A European competition regular not long ago, Valencia now finds themselves in 18th place, faced with potential relegation from La Liga. In a rapid downfall, the club that finished ninth last season is now one point off safety in the Spanish first division. The 2001 UEFA Champions League finalists have finished outside the top six for three seasons in a row, telling us that this is a recurring problem and not a one-off situation. Below are some of the stats for the team from the current La Liga season.
The above viz shows the percentile rank of the team in comparison to other teams in La Liga. It can be observed that Valencia’s overall statistics are not representative of their league position, with fairly average stats, but this means that the problem is underlying. The Spanish outfit are above average when it comes to attacking numbers. Defensively, things have not been great, with the club managing only three clean sheets the entire season.
Despite above-average stats overall, Valencia finds themselves in the relegation zone. Life under their new interim manager, Salvador González Marco (Voro), hasn’t been great either, with two losses in his first two games. Hopefully, this is just a temporary blip, and Voro can turn things around. This means that the results just aren’t coming with fewer goals and a lack of clean sheets.
Valencia in front of the goal
Sitting in 18th place with a mere 20 points from 21 games, Valencia have heavily disappointed this season. The club has scored only 22 goals the entire season from an accumulated xG of 25.92, averaging barely over one goal a game. This also tells us that Los Che are underperforming on their xG, indicating a lack of effectiveness in front of the goal. The 22 goals also include four penalty goals, meaning only 18 open-play goals have been scored—a serious problem.
Underlying Attacking Stats
As seen in the above visuals, Valencia’s underlying attacking stats are above average, with their dribbling being the second-best in the entire league. The team ranks ninth in La Liga for efficiency in positional attacks with an efficiency rate of 10%. Los Che averages 29.33 positional attacks per game with a shot rate of only 19.6%, below the league average of 21.1%. Additionally, the team also ranks second in the league for successful dribbles per 90 with a 64% success rate, indicating that the club has good dribblers. The first visual also tells us that Valencia gets the most crosses per 90 minutes, averaging 17 crosses a game.
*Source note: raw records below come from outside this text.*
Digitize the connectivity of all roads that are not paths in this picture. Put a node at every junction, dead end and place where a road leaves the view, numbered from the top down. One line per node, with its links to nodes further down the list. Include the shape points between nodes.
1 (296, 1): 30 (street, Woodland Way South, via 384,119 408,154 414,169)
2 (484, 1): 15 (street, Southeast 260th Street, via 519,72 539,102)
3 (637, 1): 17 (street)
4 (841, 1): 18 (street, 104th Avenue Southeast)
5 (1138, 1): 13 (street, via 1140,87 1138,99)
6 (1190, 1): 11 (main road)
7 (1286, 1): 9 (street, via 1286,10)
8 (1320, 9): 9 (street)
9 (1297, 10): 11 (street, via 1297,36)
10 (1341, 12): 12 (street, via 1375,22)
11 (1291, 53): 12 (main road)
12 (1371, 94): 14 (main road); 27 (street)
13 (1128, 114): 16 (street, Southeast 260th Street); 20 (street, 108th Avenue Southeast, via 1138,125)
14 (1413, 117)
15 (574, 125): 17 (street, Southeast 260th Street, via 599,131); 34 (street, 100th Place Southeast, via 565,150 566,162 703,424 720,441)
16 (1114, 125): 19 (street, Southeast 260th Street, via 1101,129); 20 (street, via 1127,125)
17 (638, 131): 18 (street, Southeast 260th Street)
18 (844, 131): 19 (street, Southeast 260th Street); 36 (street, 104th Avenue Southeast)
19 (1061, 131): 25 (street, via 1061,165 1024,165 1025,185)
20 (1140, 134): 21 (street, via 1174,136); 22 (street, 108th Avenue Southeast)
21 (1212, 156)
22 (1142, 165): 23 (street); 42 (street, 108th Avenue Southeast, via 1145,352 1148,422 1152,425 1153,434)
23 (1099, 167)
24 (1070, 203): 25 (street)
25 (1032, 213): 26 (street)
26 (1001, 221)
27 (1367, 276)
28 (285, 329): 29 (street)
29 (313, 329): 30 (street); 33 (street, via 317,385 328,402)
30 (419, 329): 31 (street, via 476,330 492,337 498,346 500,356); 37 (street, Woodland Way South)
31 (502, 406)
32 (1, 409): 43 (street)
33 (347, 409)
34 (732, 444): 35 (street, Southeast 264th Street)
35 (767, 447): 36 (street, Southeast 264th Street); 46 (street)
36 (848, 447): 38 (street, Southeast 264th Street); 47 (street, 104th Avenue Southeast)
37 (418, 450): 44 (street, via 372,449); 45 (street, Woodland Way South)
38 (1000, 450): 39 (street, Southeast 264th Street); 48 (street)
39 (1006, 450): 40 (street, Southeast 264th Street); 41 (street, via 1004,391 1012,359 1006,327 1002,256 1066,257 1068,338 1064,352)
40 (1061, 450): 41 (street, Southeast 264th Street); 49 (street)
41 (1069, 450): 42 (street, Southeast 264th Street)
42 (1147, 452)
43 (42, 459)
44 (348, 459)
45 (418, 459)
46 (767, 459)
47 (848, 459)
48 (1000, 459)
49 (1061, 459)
Valencia seems to have good numbers in possession of the ball and in the attacking department but seems to lack the conversion of these attacks into chances, and eventually goals. evident by their 22 goals scored this season. As the visuals tell us, Valencia are reliant on their wide areas, as evidenced by the league’s high crosses and the second-highest dribble success rate.
Valencia at the back
The above viz shows Valencia’s defensive territory this season in La Liga. The club concedes an average of 1.19 goals and 10.42 shots per game, a fairly decent number in comparison to other teams. Los Che makes 39.17 interceptions per 90, just about below the league average. The viz shows that Valencia’s defensive actions are concentrated in the wide areas of the defensive third, indicating that not enough defensive actions are made in the centre, leading to more shots conceded per game.
The increase in defensive actions and fouls in the wide areas, as well as the high dribble success rate, tell us that Valencia relies on their wide players in both attack and defence.
Valencia in attack – 2021/22
The viz tells us that Valencia didn’t score many goals last season and averaged just below one goal a game, similar to now, and yet finished ninth. This means that the number of goals is not the problem, but rather the conversion rates and effectiveness. As opposed to this season, Valencia overperformed their xG last season, scoring 37 goals from an xG of 32.65, indicating a good conversion rate and in-form players. This was mainly due to the presence of Gonçalo Guedes, who scored 13 goals last season and was clinical in front of the goal. The team had 365 shots on goal, indicating a conversion rate of about 0.101, similar to this season.
Despite signing Edinson Cavani to fill in the number nine slot, Valencia seems to be struggling for goals and results overall. Tumultuous ownership combined with multiple managers, instability, and confusion has left the fans in a rage staging protests with Los Che fighting for scraps in La Liga. One point off safety, Los Che needs just one string of results to jump above the relegation zone. Will Valencia’s seemingly dropping standards in recent years continue falling, or will the Spanish team be resurgent and rise from the relegation zones? Only time will tell.